Demanding farmers to set aside a quarter of their land for environment measures is a crude way to go about climate action, chair of the Climate Change Advisory Council John Fitzgerald has said.
The comments came during a An Fóram Uisce webinar discussing a recently published report on ‘optimising water quality returns from the reform of the CAP’.
Fitzgerald said that farmers must be paid for their carbon sequestration measures and the mitigation of pollution to waterways.
Fitzgerald said the paper is useful is signifying changes required in developing the next CAP, but doesn’t fully address the requirement to incentivise change which will ultimately benefit farmers and the environment alike.
“Taxes and subisidies work well where pollution has same effects regardless of where it occurs, such as methane. But when it comes to pollutants that vary across the environment such as nitrates, regulation preforms better.
“In the next CAP, we need schemes that farmers find easy to comply with. For example, if we ask farmers to grow more trees, then they will need a market to sell this product.”
Report author and director of research at University of Bath Dr Charles Larkin suggested that CAP subsidy doesn’t adhere to the principles of public money for public goods.
“Farm income needs to be supported to make the system sustainable. The question that needs to be addressed is the wider society benefiting equally from the money subsidised to agriculture.

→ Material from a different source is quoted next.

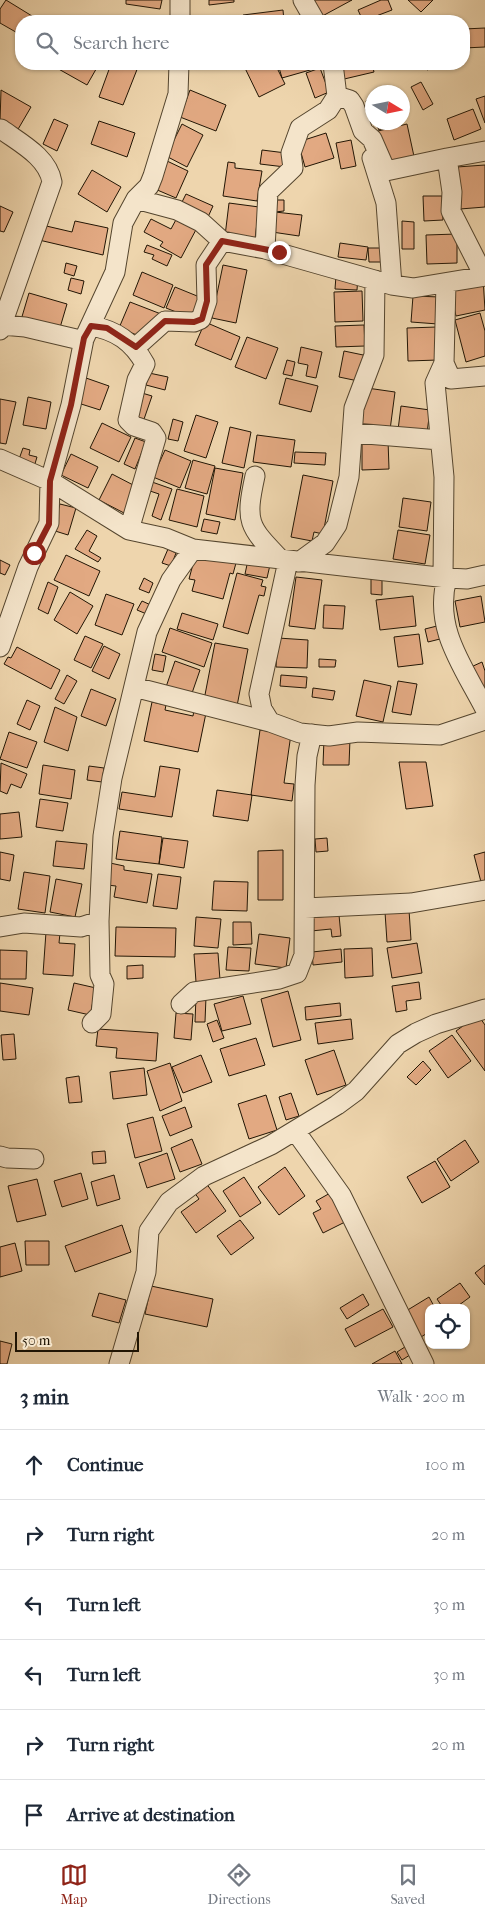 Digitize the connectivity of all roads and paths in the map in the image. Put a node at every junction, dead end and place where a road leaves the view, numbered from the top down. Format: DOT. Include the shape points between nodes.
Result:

“Ireland can longer afford rural Ireland as a result of its dependency on the agriculture sector.”
Also speaking at the webinar was professor of European agricultural policy at Trinity College Dublin Alan Matthews, who also suggested the redesign of payments for effective use out of public money for environmental protection.
“In future, there will be greater cross compliance and obligations to be eligible for CAP payments. There’s potential to make more use of pillar one and even higher payment for practices that improve the environment.
“The outcomes will be dependent on how ambitious will the Irish Government be when setting targets, with room to be more ambitious in respect of environment and climate objectives.”